PorgyandBess · 28/05/2025 07:38

I think you’d benefit from counselling. Allow yourself to feel sad. It was a massive part of your life and you have children together. No one takes pleasure in a failed marriage but counselling can help you accept it.

BobbleHatsRule · 28/05/2025 07:45

A first love, a long relationship, father of your children....of course you are grieving the loss. The paperwork is closing off this period of your life and you are having to accept the loss of your hopes. Not going through with it wouldn't reignite your hopes. You'd just have to face them and be 'stuck' again.

Lighteningstrikes · 28/05/2025 08:21

So at the time, he cheated on you, your 4 kids were very young and even now 7 years later with the OW, he’s keen to have sex with you😔

You’re an amazing woman to have done so well and I’m not underestimating how hard that must have been.

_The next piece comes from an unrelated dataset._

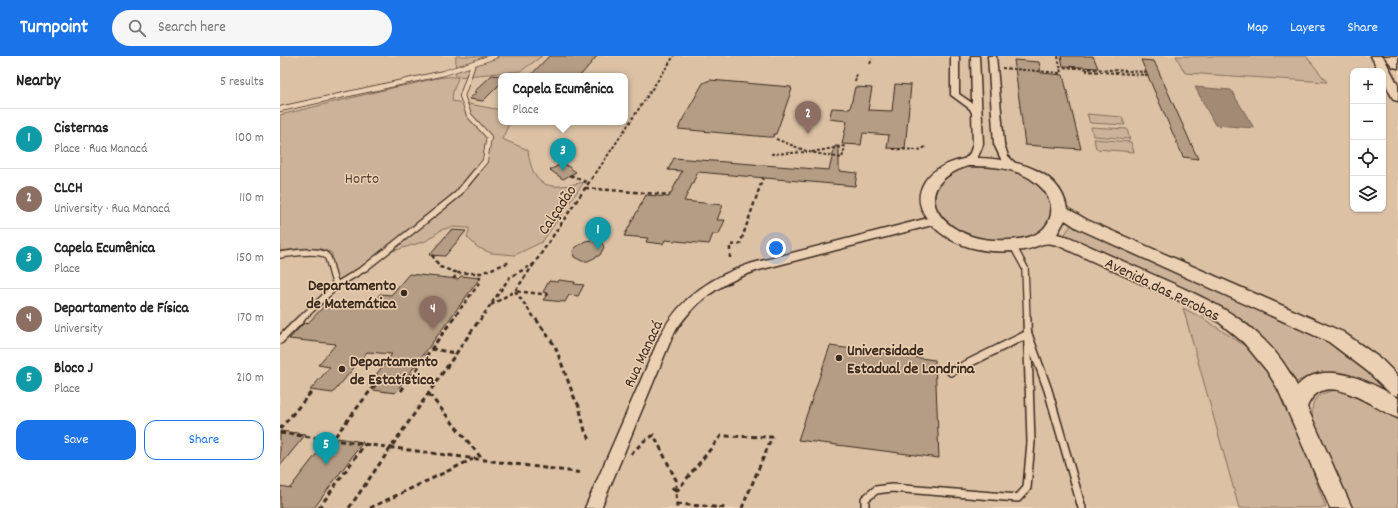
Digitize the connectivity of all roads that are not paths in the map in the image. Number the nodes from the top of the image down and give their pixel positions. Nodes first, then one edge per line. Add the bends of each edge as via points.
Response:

You will be ok and you will dry your eyes when only you are ready to.

I wish you lots of luck, success and happiness 💐

toomuchfaff · 28/05/2025 10:50

sesquipedalian · 28/05/2025 04:08

It’s always sad when a 25 year long relationship comes to an end and easy to romanticise the good times, to say nothing of the fact that you produced four children together. You’ve been apart, though, for seven years, and you’ve both moved on. By all means mourn the end of your marriage - but be reasonable about it: it’s not very kind to your new partner, describing your unfaithful ex as your “soulmate”, and saying that your ex is still interested in having sex with you (may I remind you again about his infidelity?). It’s all well and good to be nostalgic about what you once had, but you’ve both moved on, so stop fantasising and making your marriage into something it never was, and concentrate on your life with your new partner - with whom you might reasonably also expect to have 25 years together.

This is a wonderful answer.

Grieve the end of your marriage, it didn't end the way you always hoped it would, that deserves acknowledment to heal, it wasn't the sunset you wanted and dreamt of your whole life.

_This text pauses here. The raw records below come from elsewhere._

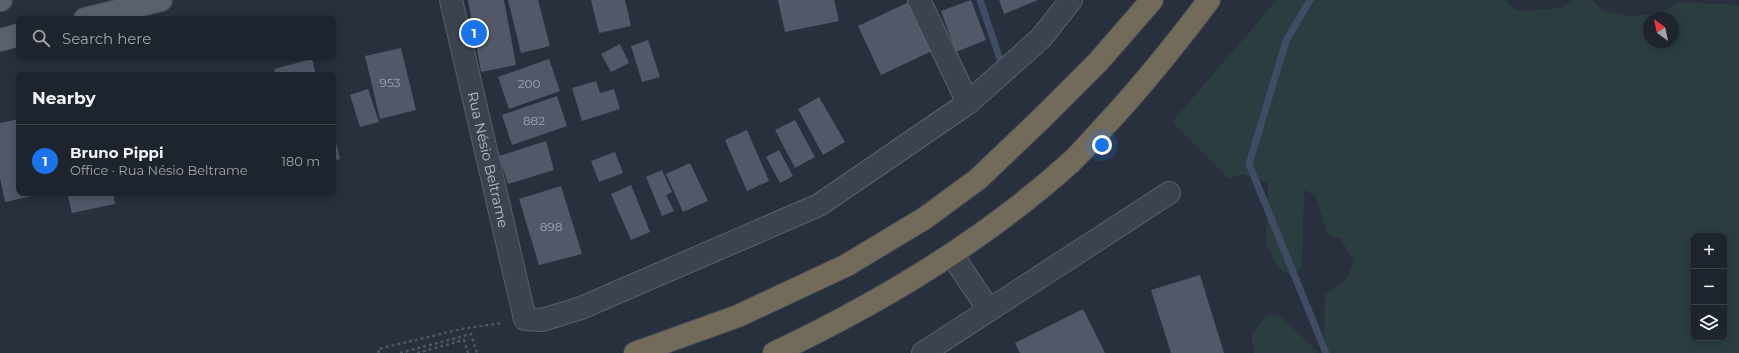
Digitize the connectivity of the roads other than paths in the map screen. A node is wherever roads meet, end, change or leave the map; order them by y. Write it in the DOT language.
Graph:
graph roads {
  1 [pos="161,0"];
  2 [pos="451,0"];
  3 [pos="919,0"];
  4 [pos="1071,0"];
  5 [pos="1151,0"];
  6 [pos="1209,0"];
  7 [pos="97,16"];
  8 [pos="16,37"];
  9 [pos="0,40"];
  10 [pos="968,103"];
  11 [pos="1169,193"];
  12 [pos="952,255"];
  13 [pos="989,310"];
  14 [pos="635,353"];
  15 [pos="774,353"];
  16 [pos="923,353"];
  1 -- 7 [label="main road"];
  2 -- 10 [label="street, Rua Nésio Beltrame"];
  3 -- 10 [label="street"];
  4 -- 10 [label="street"];
  5 -- 14 [label="highway"];
  6 -- 12 [label="highway"];
  8 -- 9 [label="main road"];
  11 -- 13 [label="street"];
  12 -- 13 [label="street"];
  12 -- 15 [label="highway"];
  13 -- 16 [label="street"];
}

But don't romanticise the relationship... or him for that matter - the cheating prick dirtbag scum rat.. he stole your sunset, His actions, make sure you keep some venom for him until your brain rewires, you're not holding onto hate (thats bad) - you're just making sure your brain remembers why you didn't get the sunset...

DarthSaver · 28/05/2025 12:17

Echoing others to say, it's completely understandable- and normal- that you're grieving the end of such a big chapter of your life. The divorce going through will have brought all of this to the surface.

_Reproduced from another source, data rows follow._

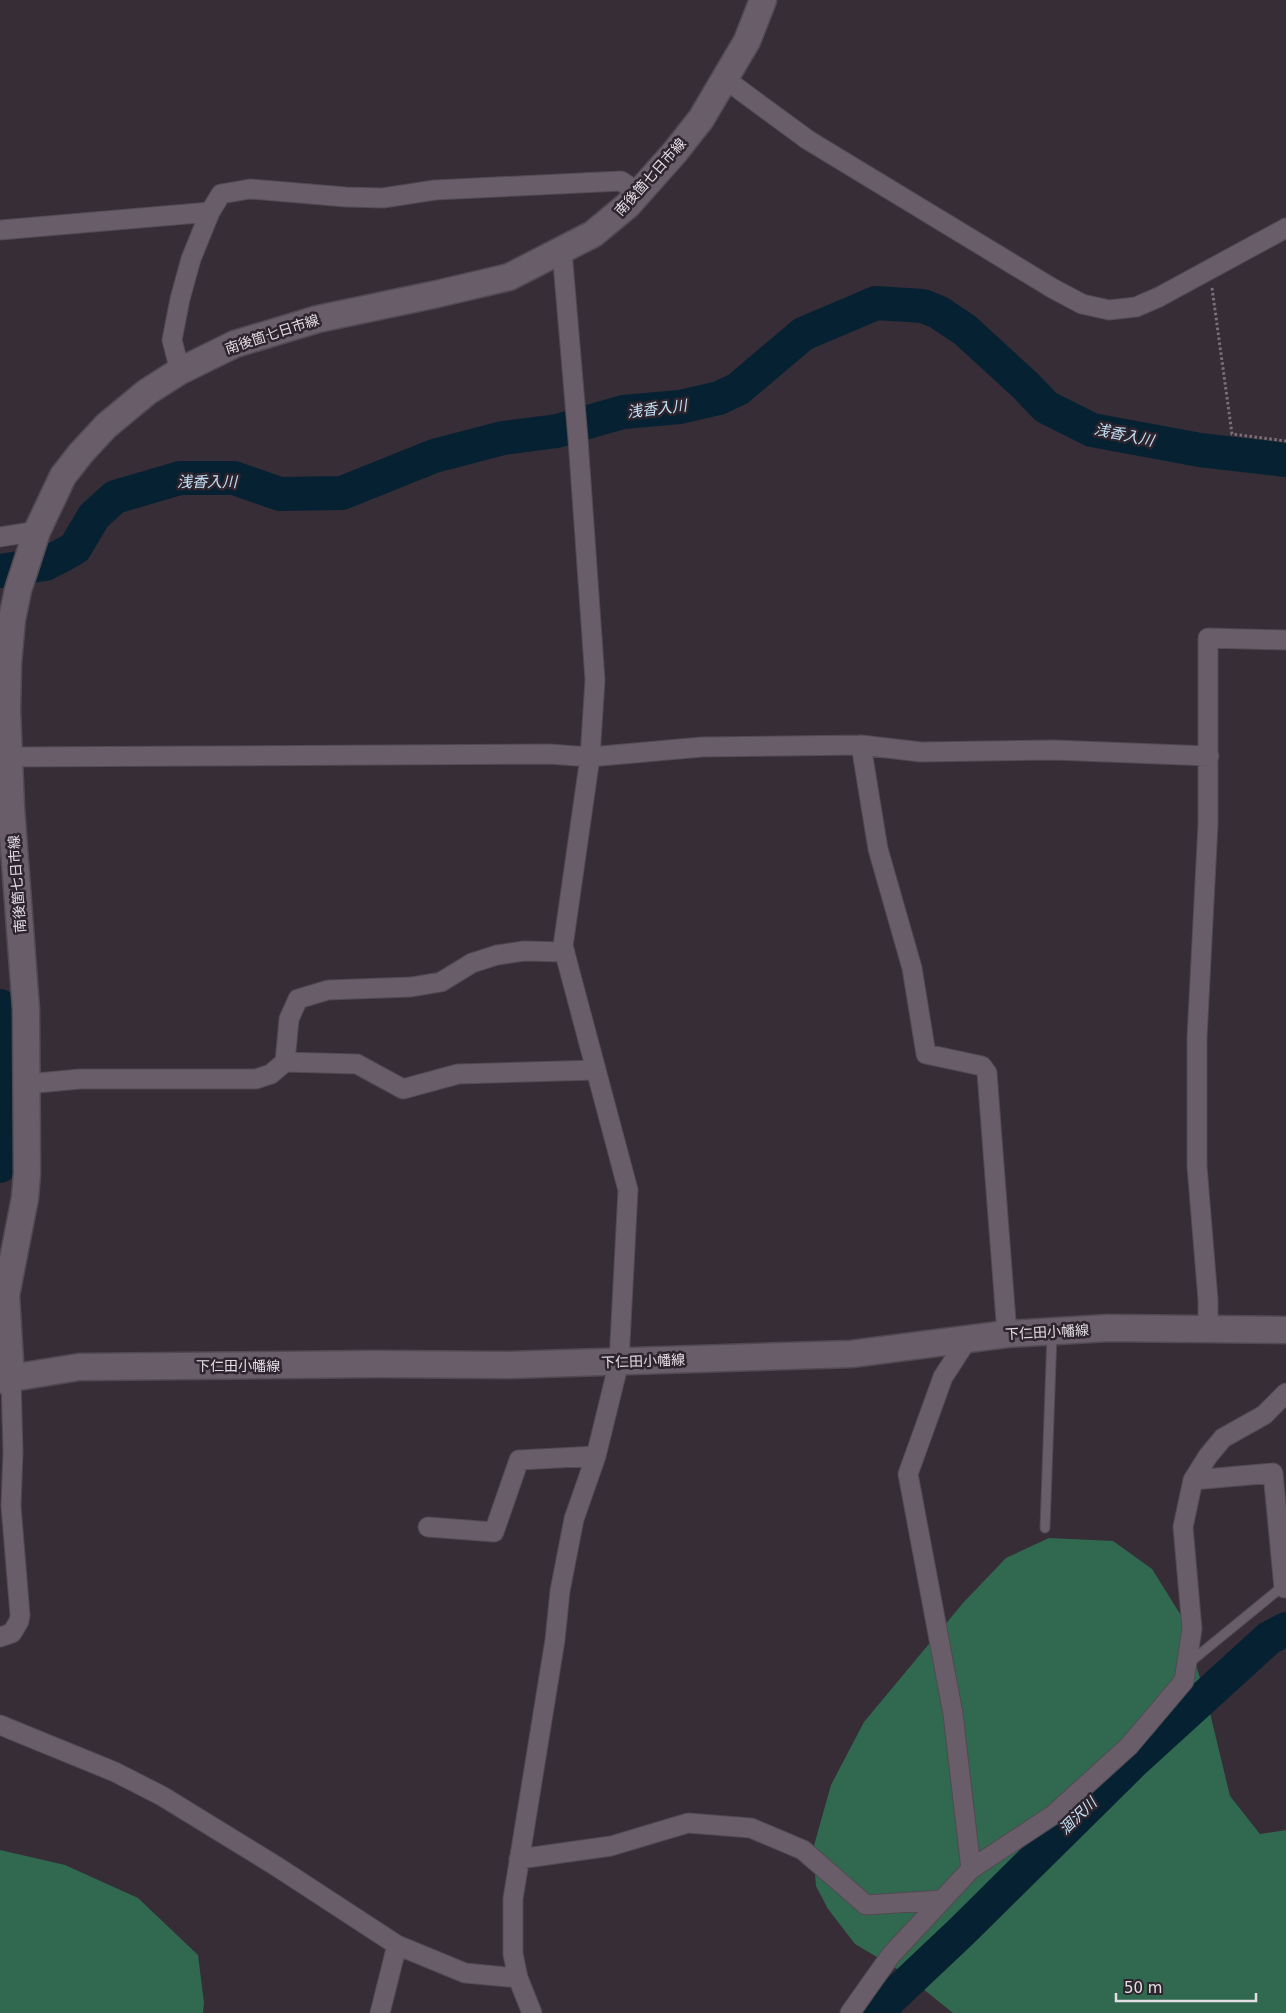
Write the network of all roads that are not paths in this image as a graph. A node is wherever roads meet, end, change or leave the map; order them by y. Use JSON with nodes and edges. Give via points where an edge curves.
{"nodes":[{"id":1,"x":763,"y":0,"type":"edge"},
{"id":2,"x":725,"y":79,"type":"junction"},
{"id":3,"x":639,"y":193,"type":"junction"},
{"id":4,"x":210,"y":212,"type":"junction"},
{"id":5,"x":1286,"y":228,"type":"edge"},
{"id":6,"x":0,"y":230,"type":"edge"},
{"id":7,"x":562,"y":251,"type":"junction"},
{"id":8,"x":180,"y":370,"type":"junction"},
{"id":9,"x":0,"y":537,"type":"edge"},
{"id":10,"x":35,"y":538,"type":"junction"},
{"id":11,"x":1286,"y":640,"type":"edge"},
{"id":12,"x":860,"y":745,"type":"junction"},
{"id":13,"x":1209,"y":756,"type":"junction"},
{"id":14,"x":10,"y":758,"type":"junction"},
{"id":15,"x":590,"y":758,"type":"junction"},
{"id":16,"x":6,"y":809,"type":"edge"},
{"id":17,"x":565,"y":952,"type":"junction"},
{"id":18,"x":285,"y":1062,"type":"junction"},
{"id":19,"x":596,"y":1070,"type":"junction"},
{"id":20,"x":26,"y":1084,"type":"junction"},
{"id":21,"x":1208,"y":1330,"type":"junction"},
{"id":22,"x":1286,"y":1330,"type":"edge"},
{"id":23,"x":1052,"y":1331,"type":"junction"},
{"id":24,"x":1007,"y":1334,"type":"junction"},
{"id":25,"x":967,"y":1340,"type":"junction"},
{"id":26,"x":619,"y":1362,"type":"junction"},
{"id":27,"x":6,"y":1379,"type":"edge"},
{"id":28,"x":1286,"y":1393,"type":"edge"},
{"id":29,"x":596,"y":1456,"type":"junction"},
{"id":30,"x":1194,"y":1480,"type":"junction"},
{"id":31,"x":428,"y":1527,"type":"dead end"},
{"id":32,"x":1044,"y":1528,"type":"dead end"},
{"id":33,"x":1285,"y":1588,"type":"edge"},
{"id":34,"x":0,"y":1637,"type":"edge"},
{"id":35,"x":1187,"y":1665,"type":"junction"},
{"id":36,"x":0,"y":1725,"type":"edge"},
{"id":37,"x":519,"y":1859,"type":"junction"},
{"id":38,"x":971,"y":1869,"type":"junction"},
{"id":39,"x":942,"y":1900,"type":"junction"},
{"id":40,"x":397,"y":1945,"type":"junction"},
{"id":41,"x":518,"y":1978,"type":"junction"},
{"id":42,"x":380,"y":2013,"type":"edge"},
{"id":43,"x":532,"y":2013,"type":"edge"},
{"id":44,"x":850,"y":2013,"type":"edge"}],
"edges":[{"from":1,"to":2,"type":"main road","name":"南後箇七日市線","via":[[747,41]]},
{"from":2,"to":3,"type":"main road","name":"南後箇七日市線","via":[[700,119]]},
{"from":2,"to":5,"type":"street","via":[[808,140],[1082,304],[1109,310],[1136,307]]},
{"from":3,"to":4,"type":"street","via":[[621,181],[435,190],[383,198],[250,189],[221,194]]},
{"from":3,"to":7,"type":"main road","name":"南後箇七日市線","via":[[593,234]]},
{"from":4,"to":6,"type":"street"},
{"from":4,"to":8,"type":"street","via":[[191,259],[172,340]]},
{"from":7,"to":8,"type":"main road","name":"南後箇七日市線","via":[[509,277],[290,325],[234,344]]},
{"from":7,"to":15,"type":"street","via":[[595,680]]},
{"from":8,"to":10,"type":"main road","name":"南後箇七日市線","via":[[127,407],[81,453],[63,476]]},
{"from":9,"to":10,"type":"street"},
{"from":10,"to":14,"type":"main road","name":"南後箇七日市線","via":[[12,619],[8,663]]},
{"from":11,"to":13,"type":"street","via":[[1208,638]]},
{"from":12,"to":13,"type":"street","via":[[921,752],[1054,750]]},
{"from":12,"to":15,"type":"street","via":[[702,747]]},
{"from":12,"to":24,"type":"street","via":[[878,849],[912,968],[926,1054],[982,1066],[987,1073]]},
{"from":13,"to":21,"type":"street","via":[[1197,1038],[1197,1166]]},
{"from":14,"to":15,"type":"street","via":[[549,754]]},
{"from":14,"to":16,"type":"main road","name":"南後箇七日市線"},
{"from":15,"to":17,"type":"street","via":[[563,946]]},
{"from":16,"to":20,"type":"main road","name":"南後箇七日市線","via":[[26,1008]]},
{"from":17,"to":18,"type":"street","via":[[524,951],[497,955],[472,963],[442,982],[411,987],[328,990],[298,999],[289,1019]]},
{"from":17,"to":19,"type":"street"},
{"from":18,"to":19,"type":"street","via":[[357,1064],[403,1089],[458,1074]]},
{"from":18,"to":20,"type":"street","via":[[271,1074],[256,1079],[80,1079]]},
{"from":19,"to":26,"type":"street","via":[[628,1190]]},
{"from":20,"to":27,"type":"main road","name":"南後箇七日市線","via":[[27,1173],[6,1295]]},
{"from":21,"to":22,"type":"main road","name":"下仁田小幡線"},
{"from":21,"to":23,"type":"main road","name":"下仁田小幡線","via":[[1108,1328]]},
{"from":23,"to":24,"type":"main road","name":"下仁田小幡線"},
{"from":23,"to":32,"type":"lane"},
{"from":24,"to":25,"type":"main road","name":"下仁田小幡線"},
{"from":25,"to":26,"type":"main road","name":"下仁田小幡線","via":[[851,1354]]},
{"from":25,"to":38,"type":"street","via":[[943,1378],[908,1474],[952,1714]]},
{"from":26,"to":27,"type":"main road","name":"下仁田小幡線","via":[[141,1365],[79,1367]]},
{"from":26,"to":29,"type":"street"},
{"from":27,"to":34,"type":"street","via":[[13,1452],[12,1506],[20,1614],[12,1633]]},
{"from":28,"to":30,"type":"street","via":[[1264,1415],[1224,1438],[1208,1456]]},
{"from":29,"to":31,"type":"street","via":[[518,1460],[494,1532]]},
{"from":29,"to":37,"type":"street","via":[[574,1519],[560,1591]]},
{"from":30,"to":33,"type":"street","via":[[1273,1473]]},
{"from":30,"to":35,"type":"street","via":[[1183,1527],[1192,1629]]},
{"from":33,"to":35,"type":"lane","via":[[1277,1591]]},
{"from":35,"to":38,"type":"street","via":[[1184,1681],[1129,1746],[1053,1815]]},
{"from":36,"to":40,"type":"street","via":[[115,1772],[162,1796]]},
{"from":37,"to":39,"type":"street","via":[[610,1846],[688,1823],[751,1828],[803,1850],[866,1905]]},
{"from":37,"to":41,"type":"street","via":[[512,1900],[512,1954]]},
{"from":38,"to":39,"type":"street"},
{"from":39,"to":44,"type":"street","via":[[891,1956]]},
{"from":40,"to":41,"type":"street","via":[[465,1973]]},
{"from":40,"to":42,"type":"street"},
{"from":41,"to":43,"type":"street"}]}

Would it be helpful to do something to mark the occasion? Either to celebrate, if you think that would help you reframe it, or just to acknowledge it and put it behind you.

You could take a day off work and do something you really enjoy, have a slap up meal with your partner or a group of friends, treat yourself to a little memento or piece of jewellery as a "well done" for getting through what was probably a very difficult time a few years ago. Or if you feel you need to mourn, have a quiet day- light a candle and say goodbye to the relationship- maybe look through some photos and remember the good times. But remember your far far better off now!

Just some ideas

Justkeepingplatesspinning · 28/05/2025 13:11

I got divorced back when you had to go to the court to get your decree absolute. You might still have to? Or is it all electronic/postal these days?!
Anyhow, I stood there at the desk and cried so much I couldn't actually get the words out. It hadn't hit me until then. Be kind to yourself and grieve your marriage and the future you thought you would have. You're definitely better off without him but it is like a bereavement. Thoughts coming your way.

fortygin · 28/05/2025 13:38

Thank you all. I’ve already been to court for the decree nisi and I cried through that. I’m totally romanticising the relationship and am also angry that the OW has won him (even though he’s not faithful to her). I know I’m not being fair to my new partner, he knows everything as i don’t want him to feel that I’m keeping secrets and he feels like I have an ‘addiction to my old life’.
I have a lot to be thankful for and have over quadrupled my wage and have been a great mum to my dc since he left and am in a lot better position than I was then.
I feel so guilty for feeling like this.